**DATA FOR THIS EXERCISE**
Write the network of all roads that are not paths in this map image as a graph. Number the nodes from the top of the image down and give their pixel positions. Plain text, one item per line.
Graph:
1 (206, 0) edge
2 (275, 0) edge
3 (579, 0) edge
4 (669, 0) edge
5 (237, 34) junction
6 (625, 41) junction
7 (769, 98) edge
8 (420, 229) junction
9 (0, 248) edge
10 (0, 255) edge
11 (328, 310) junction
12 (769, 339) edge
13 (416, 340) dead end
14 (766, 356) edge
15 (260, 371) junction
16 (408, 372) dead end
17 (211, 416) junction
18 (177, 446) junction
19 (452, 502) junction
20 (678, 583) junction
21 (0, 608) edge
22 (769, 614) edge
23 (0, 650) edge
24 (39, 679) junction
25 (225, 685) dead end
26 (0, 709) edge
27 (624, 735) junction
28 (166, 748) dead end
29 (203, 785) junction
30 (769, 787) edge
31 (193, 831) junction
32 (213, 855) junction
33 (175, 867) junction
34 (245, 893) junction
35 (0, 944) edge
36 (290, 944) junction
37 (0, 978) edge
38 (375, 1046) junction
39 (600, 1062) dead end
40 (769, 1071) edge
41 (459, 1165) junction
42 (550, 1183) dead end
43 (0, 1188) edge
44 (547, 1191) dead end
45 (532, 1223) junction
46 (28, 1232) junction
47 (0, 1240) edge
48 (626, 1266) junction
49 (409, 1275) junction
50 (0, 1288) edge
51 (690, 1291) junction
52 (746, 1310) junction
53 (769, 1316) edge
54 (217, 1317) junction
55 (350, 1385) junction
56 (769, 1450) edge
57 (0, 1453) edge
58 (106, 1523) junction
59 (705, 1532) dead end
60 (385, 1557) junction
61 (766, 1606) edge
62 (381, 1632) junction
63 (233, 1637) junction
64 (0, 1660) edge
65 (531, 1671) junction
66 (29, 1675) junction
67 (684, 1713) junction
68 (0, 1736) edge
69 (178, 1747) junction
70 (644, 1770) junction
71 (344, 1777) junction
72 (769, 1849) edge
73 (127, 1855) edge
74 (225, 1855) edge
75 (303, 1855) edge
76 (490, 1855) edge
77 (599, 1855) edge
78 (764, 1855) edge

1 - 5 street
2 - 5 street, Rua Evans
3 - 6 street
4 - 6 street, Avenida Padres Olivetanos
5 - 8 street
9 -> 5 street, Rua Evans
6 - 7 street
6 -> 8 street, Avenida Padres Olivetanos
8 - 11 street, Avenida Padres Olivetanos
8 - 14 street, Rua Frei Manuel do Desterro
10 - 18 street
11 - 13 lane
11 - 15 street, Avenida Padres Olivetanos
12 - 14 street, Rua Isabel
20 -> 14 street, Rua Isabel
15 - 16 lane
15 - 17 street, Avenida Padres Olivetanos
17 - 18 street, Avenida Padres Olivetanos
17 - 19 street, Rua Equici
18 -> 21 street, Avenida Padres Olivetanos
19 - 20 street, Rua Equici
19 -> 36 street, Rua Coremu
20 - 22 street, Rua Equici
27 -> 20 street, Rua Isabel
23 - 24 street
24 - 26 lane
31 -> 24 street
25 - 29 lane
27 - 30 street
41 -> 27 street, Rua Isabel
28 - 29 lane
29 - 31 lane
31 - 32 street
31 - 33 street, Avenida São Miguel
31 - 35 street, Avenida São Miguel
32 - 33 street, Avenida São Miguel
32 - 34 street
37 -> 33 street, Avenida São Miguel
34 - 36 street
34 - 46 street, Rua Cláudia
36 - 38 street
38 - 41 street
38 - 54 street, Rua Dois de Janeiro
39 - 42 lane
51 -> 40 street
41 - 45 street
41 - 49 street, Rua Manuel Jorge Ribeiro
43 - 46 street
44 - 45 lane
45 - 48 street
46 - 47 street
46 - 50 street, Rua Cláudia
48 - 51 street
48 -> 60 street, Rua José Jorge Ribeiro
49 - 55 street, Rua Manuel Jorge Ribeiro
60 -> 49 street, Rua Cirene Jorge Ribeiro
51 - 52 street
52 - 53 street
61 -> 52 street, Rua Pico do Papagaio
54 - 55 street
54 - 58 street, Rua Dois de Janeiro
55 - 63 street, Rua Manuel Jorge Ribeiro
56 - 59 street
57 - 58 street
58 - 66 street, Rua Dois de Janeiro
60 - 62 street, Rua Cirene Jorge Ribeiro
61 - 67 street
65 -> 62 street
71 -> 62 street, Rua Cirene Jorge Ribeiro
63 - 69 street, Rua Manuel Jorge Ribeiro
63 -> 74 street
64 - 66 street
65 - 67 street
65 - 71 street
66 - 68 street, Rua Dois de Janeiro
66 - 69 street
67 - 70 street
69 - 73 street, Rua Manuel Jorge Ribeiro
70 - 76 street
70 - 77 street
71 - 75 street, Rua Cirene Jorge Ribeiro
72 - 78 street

**EXERCISE AIM**
Line by line, restate the data exactly.

**REPLY TO THE EXERCISE**
Write the network of all roads that are not paths in this map image as a graph. Number the nodes from the top of the image down and give their pixel positions. Plain text, one item per line.
Graph:
1 (206, 0) edge
2 (275, 0) edge
3 (579, 0) edge
4 (669, 0) edge
5 (237, 34) junction
6 (625, 41) junction
7 (769, 98) edge
8 (420, 229) junction
9 (0, 248) edge
10 (0, 255) edge
11 (328, 310) junction
12 (769, 339) edge
13 (416, 340) dead end
14 (766, 356) edge
15 (260, 371) junction
16 (408, 372) dead end
17 (211, 416) junction
18 (177, 446) junction
19 (452, 502) junction
20 (678, 583) junction
21 (0, 608) edge
22 (769, 614) edge
23 (0, 650) edge
24 (39, 679) junction
25 (225, 685) dead end
26 (0, 709) edge
27 (624, 735) junction
28 (166, 748) dead end
29 (203, 785) junction
30 (769, 787) edge
31 (193, 831) junction
32 (213, 855) junction
33 (175, 867) junction
34 (245, 893) junction
35 (0, 944) edge
36 (290, 944) junction
37 (0, 978) edge
38 (375, 1046) junction
39 (600, 1062) dead end
40 (769, 1071) edge
41 (459, 1165) junction
42 (550, 1183) dead end
43 (0, 1188) edge
44 (547, 1191) dead end
45 (532, 1223) junction
46 (28, 1232) junction
47 (0, 1240) edge
48 (626, 1266) junction
49 (409, 1275) junction
50 (0, 1288) edge
51 (690, 1291) junction
52 (746, 1310) junction
53 (769, 1316) edge
54 (217, 1317) junction
55 (350, 1385) junction
56 (769, 1450) edge
57 (0, 1453) edge
58 (106, 1523) junction
59 (705, 1532) dead end
60 (385, 1557) junction
61 (766, 1606) edge
62 (381, 1632) junction
63 (233, 1637) junction
64 (0, 1660) edge
65 (531, 1671) junction
66 (29, 1675) junction
67 (684, 1713) junction
68 (0, 1736) edge
69 (178, 1747) junction
70 (644, 1770) junction
71 (344, 1777) junction
72 (769, 1849) edge
73 (127, 1855) edge
74 (225, 1855) edge
75 (303, 1855) edge
76 (490, 1855) edge
77 (599, 1855) edge
78 (764, 1855) edge

1 - 5 street
2 - 5 street, Rua Evans
3 - 6 street
4 - 6 street, Avenida Padres Olivetanos
5 - 8 street
9 -> 5 street, Rua Evans
6 - 7 street
6 -> 8 street, Avenida Padres Olivetanos
8 - 11 street, Avenida Padres Olivetanos
8 - 14 street, Rua Frei Manuel do Desterro
10 - 18 street
11 - 13 lane
11 - 15 street, Avenida Padres Olivetanos
12 - 14 street, Rua Isabel
20 -> 14 street, Rua Isabel
15 - 16 lane
15 - 17 street, Avenida Padres Olivetanos
17 - 18 street, Avenida Padres Olivetanos
17 - 19 street, Rua Equici
18 -> 21 street, Avenida Padres Olivetanos
19 - 20 street, Rua Equici
19 -> 36 street, Rua Coremu
20 - 22 street, Rua Equici
27 -> 20 street, Rua Isabel
23 - 24 street
24 - 26 lane
31 -> 24 street
25 - 29 lane
27 - 30 street
41 -> 27 street, Rua Isabel
28 - 29 lane
29 - 31 lane
31 - 32 street
31 - 33 street, Avenida São Miguel
31 - 35 street, Avenida São Miguel
32 - 33 street, Avenida São Miguel
32 - 34 street
37 -> 33 street, Avenida São Miguel
34 - 36 street
34 - 46 street, Rua Cláudia
36 - 38 street
38 - 41 street
38 - 54 street, Rua Dois de Janeiro
39 - 42 lane
51 -> 40 street
41 - 45 street
41 - 49 street, Rua Manuel Jorge Ribeiro
43 - 46 street
44 - 45 lane
45 - 48 street
46 - 47 street
46 - 50 street, Rua Cláudia
48 - 51 street
48 -> 60 street, Rua José Jorge Ribeiro
49 - 55 street, Rua Manuel Jorge Ribeiro
60 -> 49 street, Rua Cirene Jorge Ribeiro
51 - 52 street
52 - 53 street
61 -> 52 street, Rua Pico do Papagaio
54 - 55 street
54 - 58 street, Rua Dois de Janeiro
55 - 63 street, Rua Manuel Jorge Ribeiro
56 - 59 street
57 - 58 street
58 - 66 street, Rua Dois de Janeiro
60 - 62 street, Rua Cirene Jorge Ribeiro
61 - 67 street
65 -> 62 street
71 -> 62 street, Rua Cirene Jorge Ribeiro
63 - 69 street, Rua Manuel Jorge Ribeiro
63 -> 74 street
64 - 66 street
65 - 67 street
65 - 71 street
66 - 68 street, Rua Dois de Janeiro
66 - 69 street
67 - 70 street
69 - 73 street, Rua Manuel Jorge Ribeiro
70 - 76 street
70 - 77 street
71 - 75 street, Rua Cirene Jorge Ribeiro
72 - 78 street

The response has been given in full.